The browser game phenomenon has been around for a long time now, leeching hours away from players to the detriment of managers everywhere who struggle to keep employees on track when there are so many distractions on the world-wide web.
That is it that makes browser games so addictive and, for the most part, successful?
Take for example one of the most recent such titles, Evony.
Evony is a browser based title like any other in the genre. The game requires you to become a powerful Lord, with an overarching quest of saving some princess, or something.
The game itself is so disjointed from the primary quest that it is somewhat of a grail, but no matter, browser games, unlike normal games rarely have a clear beginning and an end.
The end inevitably comes when your wife leaves you and your pets are starving because the game has you in its icy grasp. Why is this such a unique phenomena for browser games like Evony?
Well, as the game pans out in a massively multiplayer online environment, you are competing with thousands of players all around the world. You're required to construct buildings in your various cities, which have certain build times.

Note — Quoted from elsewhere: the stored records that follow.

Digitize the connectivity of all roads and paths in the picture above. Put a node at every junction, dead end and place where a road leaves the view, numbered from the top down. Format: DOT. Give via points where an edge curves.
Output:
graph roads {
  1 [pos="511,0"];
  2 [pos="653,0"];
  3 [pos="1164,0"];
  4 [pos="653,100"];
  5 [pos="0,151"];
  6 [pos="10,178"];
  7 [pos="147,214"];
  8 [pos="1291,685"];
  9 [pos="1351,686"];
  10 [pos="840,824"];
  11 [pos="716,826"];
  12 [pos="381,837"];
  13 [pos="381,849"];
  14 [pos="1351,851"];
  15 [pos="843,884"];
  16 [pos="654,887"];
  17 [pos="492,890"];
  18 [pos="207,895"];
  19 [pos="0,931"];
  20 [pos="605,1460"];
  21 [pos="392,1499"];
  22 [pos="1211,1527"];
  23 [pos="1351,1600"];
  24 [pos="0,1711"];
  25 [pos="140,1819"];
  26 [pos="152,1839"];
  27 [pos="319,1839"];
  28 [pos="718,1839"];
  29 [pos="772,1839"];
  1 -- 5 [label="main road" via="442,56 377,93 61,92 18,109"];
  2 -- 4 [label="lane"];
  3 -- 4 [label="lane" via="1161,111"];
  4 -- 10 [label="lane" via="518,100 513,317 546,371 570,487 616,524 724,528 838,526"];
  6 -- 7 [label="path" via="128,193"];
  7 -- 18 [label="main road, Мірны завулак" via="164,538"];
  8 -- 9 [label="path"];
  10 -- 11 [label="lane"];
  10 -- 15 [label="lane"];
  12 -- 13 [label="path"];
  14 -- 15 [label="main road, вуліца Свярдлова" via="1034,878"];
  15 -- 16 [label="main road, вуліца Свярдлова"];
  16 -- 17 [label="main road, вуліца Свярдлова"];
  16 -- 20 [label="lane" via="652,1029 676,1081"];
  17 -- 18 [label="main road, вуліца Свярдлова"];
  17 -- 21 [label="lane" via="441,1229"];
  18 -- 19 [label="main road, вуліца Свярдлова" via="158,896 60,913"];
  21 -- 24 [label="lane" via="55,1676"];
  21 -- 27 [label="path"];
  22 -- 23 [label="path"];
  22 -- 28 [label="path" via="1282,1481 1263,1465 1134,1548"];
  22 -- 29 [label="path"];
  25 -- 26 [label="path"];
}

The crux of a MMO browser game is that the game carries on while you are logged out, so the idea is to begin construction on buildings, then log out and return later to queue up more buildings and make sure your city isn’t in any immediate danger.
This plays well to the main advantage and attraction of browser games, they are playable on almost all hardware, almost anywhere with a browser and an internet connection. It also makes them uniquely placed to be able to fritter away your work hours.
It becomes blatantly obvious that the difference between a great Evony player, and an average Evony player will be the number of times they login throughout the day to check on their production.
This is the first inherent problem with games such as these, and in my opinion the biggest barrier to the casual market. The majority of people simply cannot sacrifice the amount of time required in MMO online games.
You certainly can’t save your game and return later to find things as they were. Fortunately starting out is made easy in Evony as the game provides you with seven days of beginners protection, which is just enough time to find your feet and join an alliance for protection.
The initial phase of building in Evony is highly entertaining and incredibly addictive, as the game romances you with its pretty visuals and the subtleties of game progression. There is no doubt that the creators have done a fantastic job at making a pretty game, which certainly sets it above the largely text based browser games of the past.
The problem being though that the endeavour on which you are embarking does not become clear until you have already sunk several weeks of your time into the title. Later on in the game, build cycles take several days, and it becomes such a balancing act in having the right amount of food production for your troops.
This is when the close relationship begins to falter for most players. In the time I have been playing, I have seen an enormous number of players quit, but then there are some that are so advanced and so successful that they are still investing the majority of their day, perhaps during their work hours.
It seems a little bit like poker, as once you’ve made a significantly high investment into the round, you can’t fight the desire to see the round out. Evony plays a similar game, giving the impression that if you throw in the towel, you'll have wasted all those weeks. So one fights on, toward some unknown end, with intangible benefits.
Browser games are typically free to partake in. This sounds great, but micro-transactions are taking up a large part of this world now. Developers have seen this as an untapped resource, and in Evony you can invest real money for virtual returns. Effectively you can buy yourself a stronger playing position.
Fortunately this is subtle enough to not grossly disadvantage players who do not want to make the investment (myself included). But it does create a three-tier class system - those who pay, those who invest considerable hours, and those who are only casual players.
This style of continuous play won’t suit casual gamers, or people who want a quick thrill. It requires hours of time, and the pay-off is somewhat subtle. There’s no grand ending, or story driven action to tell you you are doing a good job.
Evony, due to its quaint graphical interface, gives you enough visual input to create your own story, and your own idea of what is going on. The ability for players to form alliances with one another creates mini-empires where players look out for one another, and take on other alliances.
The unity and communication required turns Evony partially into a diplomacy and military simulator. You'll participate in coordinated attacks to whittle your enemies down, and breaching their walls with catapults and battering rams.
As time goes by though, I can’t help but wonder if the effort invested into Evony might not have been better spent finishing up some other game, such as Grand Theft Auto 4, or something with a clear ending. The longer you carry on, the harder it becomes to justify leaving as the investment continues to climb. Without a conceivable end however, how long can this go on for?
I am not all together unhappy about this addiction, however MMO browser games need to find a niche where they can accommodate all players. Where winning doesn’t involve a pure time investment, where the crowning glory isn’t being able to say you, and you alone invested the last three months of your life to Evony, at a rate of sixteen hours a day.
Until casual gamers can join, without being rolled by powerful players immediately, a true mass appeal for browser based games is not going to occur. The fact that they are free, and readily available plays in their favour, but MMO browser games still have a long way to go.
Granted, Evony has done an amazing job at making the game look and feel appealing to all gamers, however once a player scratches the surface and sees the investment-heavy time-killing game mechanics, many are likely to be put off.